### Records drawn from a dataset:
========

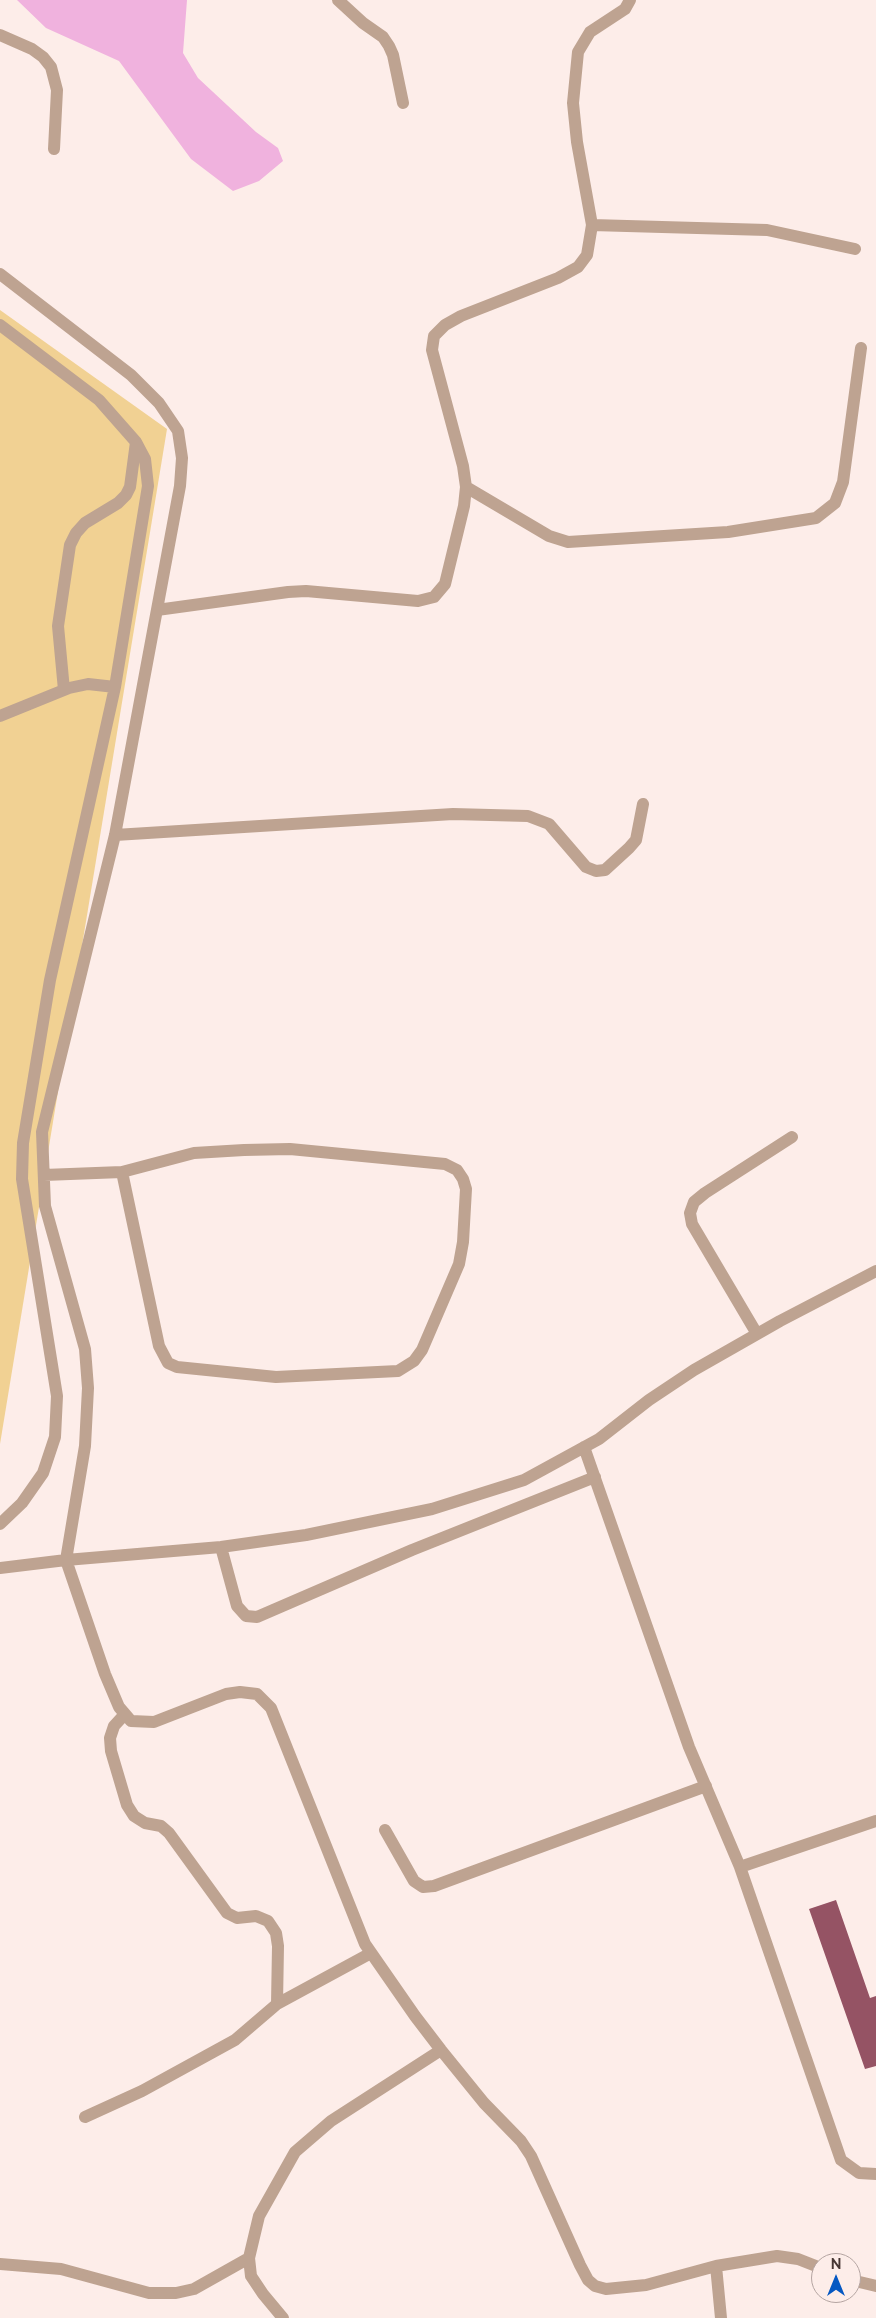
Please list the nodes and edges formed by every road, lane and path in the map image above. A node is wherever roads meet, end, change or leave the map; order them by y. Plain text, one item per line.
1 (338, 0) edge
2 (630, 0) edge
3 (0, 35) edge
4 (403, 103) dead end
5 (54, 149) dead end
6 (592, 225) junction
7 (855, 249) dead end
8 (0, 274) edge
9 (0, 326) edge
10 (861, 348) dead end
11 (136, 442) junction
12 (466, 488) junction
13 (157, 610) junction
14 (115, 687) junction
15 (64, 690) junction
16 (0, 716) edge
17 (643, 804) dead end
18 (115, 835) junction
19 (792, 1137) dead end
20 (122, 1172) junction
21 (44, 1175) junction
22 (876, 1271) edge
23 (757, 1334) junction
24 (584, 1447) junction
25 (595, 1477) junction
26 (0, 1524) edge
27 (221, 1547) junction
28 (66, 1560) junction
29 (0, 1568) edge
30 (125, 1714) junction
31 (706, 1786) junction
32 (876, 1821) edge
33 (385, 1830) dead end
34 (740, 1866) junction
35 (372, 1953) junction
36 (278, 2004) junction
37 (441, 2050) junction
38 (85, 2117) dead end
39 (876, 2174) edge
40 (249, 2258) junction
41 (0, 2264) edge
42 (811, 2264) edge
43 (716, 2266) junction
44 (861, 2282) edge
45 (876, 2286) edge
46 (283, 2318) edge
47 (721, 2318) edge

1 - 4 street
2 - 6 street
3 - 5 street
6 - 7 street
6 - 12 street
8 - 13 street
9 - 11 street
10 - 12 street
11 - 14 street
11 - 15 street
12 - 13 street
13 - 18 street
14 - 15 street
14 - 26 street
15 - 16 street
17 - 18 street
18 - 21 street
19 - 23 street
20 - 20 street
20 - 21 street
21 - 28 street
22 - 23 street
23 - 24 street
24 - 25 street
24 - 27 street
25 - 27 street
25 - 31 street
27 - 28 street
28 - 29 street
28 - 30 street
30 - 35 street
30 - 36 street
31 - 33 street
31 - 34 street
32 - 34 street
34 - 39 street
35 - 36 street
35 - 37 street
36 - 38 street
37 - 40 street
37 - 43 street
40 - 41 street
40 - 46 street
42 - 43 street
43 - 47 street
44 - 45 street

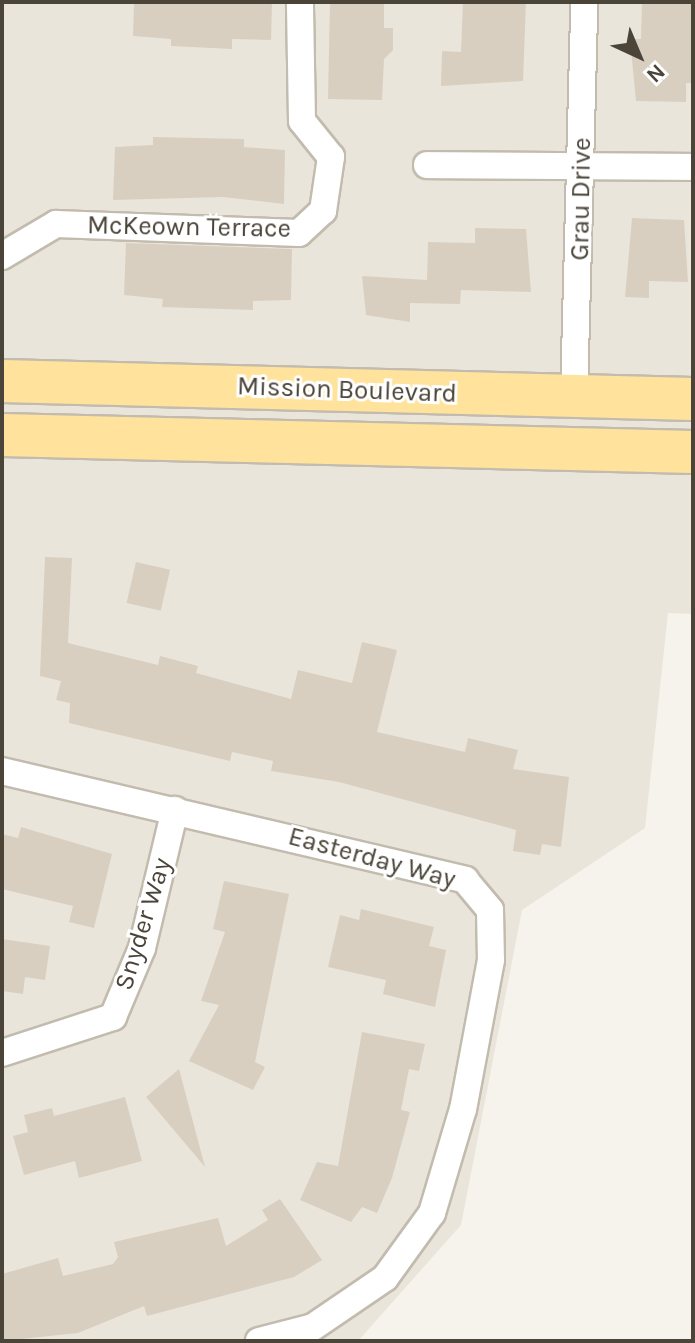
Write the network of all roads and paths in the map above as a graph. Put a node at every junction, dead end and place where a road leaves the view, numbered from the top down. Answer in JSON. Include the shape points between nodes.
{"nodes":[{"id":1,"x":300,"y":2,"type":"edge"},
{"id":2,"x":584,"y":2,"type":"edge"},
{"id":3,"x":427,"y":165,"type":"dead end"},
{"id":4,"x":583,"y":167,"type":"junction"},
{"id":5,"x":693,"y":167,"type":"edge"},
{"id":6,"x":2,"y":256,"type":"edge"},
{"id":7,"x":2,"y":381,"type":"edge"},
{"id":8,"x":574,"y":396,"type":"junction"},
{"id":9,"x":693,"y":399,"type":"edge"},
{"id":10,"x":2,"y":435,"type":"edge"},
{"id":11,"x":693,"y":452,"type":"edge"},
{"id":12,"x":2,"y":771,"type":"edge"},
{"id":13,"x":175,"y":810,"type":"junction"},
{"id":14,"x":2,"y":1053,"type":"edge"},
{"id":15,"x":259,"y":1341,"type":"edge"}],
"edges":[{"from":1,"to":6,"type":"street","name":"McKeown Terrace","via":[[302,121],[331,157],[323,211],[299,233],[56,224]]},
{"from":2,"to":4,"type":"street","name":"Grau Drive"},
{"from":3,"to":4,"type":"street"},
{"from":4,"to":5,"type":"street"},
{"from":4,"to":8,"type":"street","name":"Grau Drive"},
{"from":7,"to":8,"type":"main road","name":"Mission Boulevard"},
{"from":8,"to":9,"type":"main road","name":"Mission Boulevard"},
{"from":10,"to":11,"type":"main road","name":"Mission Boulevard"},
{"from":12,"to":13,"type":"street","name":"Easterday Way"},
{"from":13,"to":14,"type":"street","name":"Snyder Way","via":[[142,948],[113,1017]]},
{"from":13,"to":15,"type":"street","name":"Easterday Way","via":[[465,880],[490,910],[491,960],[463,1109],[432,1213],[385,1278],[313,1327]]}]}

========

### What you are asked to do:
Copy all the entries above exactly as they stand, except for the pictures.

### Result of this exercise:
Please list the nodes and edges formed by every road, lane and path in the map image above. A node is wherever roads meet, end, change or leave the map; order them by y. Plain text, one item per line.
1 (338, 0) edge
2 (630, 0) edge
3 (0, 35) edge
4 (403, 103) dead end
5 (54, 149) dead end
6 (592, 225) junction
7 (855, 249) dead end
8 (0, 274) edge
9 (0, 326) edge
10 (861, 348) dead end
11 (136, 442) junction
12 (466, 488) junction
13 (157, 610) junction
14 (115, 687) junction
15 (64, 690) junction
16 (0, 716) edge
17 (643, 804) dead end
18 (115, 835) junction
19 (792, 1137) dead end
20 (122, 1172) junction
21 (44, 1175) junction
22 (876, 1271) edge
23 (757, 1334) junction
24 (584, 1447) junction
25 (595, 1477) junction
26 (0, 1524) edge
27 (221, 1547) junction
28 (66, 1560) junction
29 (0, 1568) edge
30 (125, 1714) junction
31 (706, 1786) junction
32 (876, 1821) edge
33 (385, 1830) dead end
34 (740, 1866) junction
35 (372, 1953) junction
36 (278, 2004) junction
37 (441, 2050) junction
38 (85, 2117) dead end
39 (876, 2174) edge
40 (249, 2258) junction
41 (0, 2264) edge
42 (811, 2264) edge
43 (716, 2266) junction
44 (861, 2282) edge
45 (876, 2286) edge
46 (283, 2318) edge
47 (721, 2318) edge

1 - 4 street
2 - 6 street
3 - 5 street
6 - 7 street
6 - 12 street
8 - 13 street
9 - 11 street
10 - 12 street
11 - 14 street
11 - 15 street
12 - 13 street
13 - 18 street
14 - 15 street
14 - 26 street
15 - 16 street
17 - 18 street
18 - 21 street
19 - 23 street
20 - 20 street
20 - 21 street
21 - 28 street
22 - 23 street
23 - 24 street
24 - 25 street
24 - 27 street
25 - 27 street
25 - 31 street
27 - 28 street
28 - 29 street
28 - 30 street
30 - 35 street
30 - 36 street
31 - 33 street
31 - 34 street
32 - 34 street
34 - 39 street
35 - 36 street
35 - 37 street
36 - 38 street
37 - 40 street
37 - 43 street
40 - 41 street
40 - 46 street
42 - 43 street
43 - 47 street
44 - 45 street

Write the network of all roads and paths in the map above as a graph. Put a node at every junction, dead end and place where a road leaves the view, numbered from the top down. Answer in JSON. Include the shape points between nodes.
{"nodes":[{"id":1,"x":300,"y":2,"type":"edge"},
{"id":2,"x":584,"y":2,"type":"edge"},
{"id":3,"x":427,"y":165,"type":"dead end"},
{"id":4,"x":583,"y":167,"type":"junction"},
{"id":5,"x":693,"y":167,"type":"edge"},
{"id":6,"x":2,"y":256,"type":"edge"},
{"id":7,"x":2,"y":381,"type":"edge"},
{"id":8,"x":574,"y":396,"type":"junction"},
{"id":9,"x":693,"y":399,"type":"edge"},
{"id":10,"x":2,"y":435,"type":"edge"},
{"id":11,"x":693,"y":452,"type":"edge"},
{"id":12,"x":2,"y":771,"type":"edge"},
{"id":13,"x":175,"y":810,"type":"junction"},
{"id":14,"x":2,"y":1053,"type":"edge"},
{"id":15,"x":259,"y":1341,"type":"edge"}],
"edges":[{"from":1,"to":6,"type":"street","name":"McKeown Terrace","via":[[302,121],[331,157],[323,211],[299,233],[56,224]]},
{"from":2,"to":4,"type":"street","name":"Grau Drive"},
{"from":3,"to":4,"type":"street"},
{"from":4,"to":5,"type":"street"},
{"from":4,"to":8,"type":"street","name":"Grau Drive"},
{"from":7,"to":8,"type":"main road","name":"Mission Boulevard"},
{"from":8,"to":9,"type":"main road","name":"Mission Boulevard"},
{"from":10,"to":11,"type":"main road","name":"Mission Boulevard"},
{"from":12,"to":13,"type":"street","name":"Easterday Way"},
{"from":13,"to":14,"type":"street","name":"Snyder Way","via":[[142,948],[113,1017]]},
{"from":13,"to":15,"type":"street","name":"Easterday Way","via":[[465,880],[490,910],[491,960],[463,1109],[432,1213],[385,1278],[313,1327]]}]}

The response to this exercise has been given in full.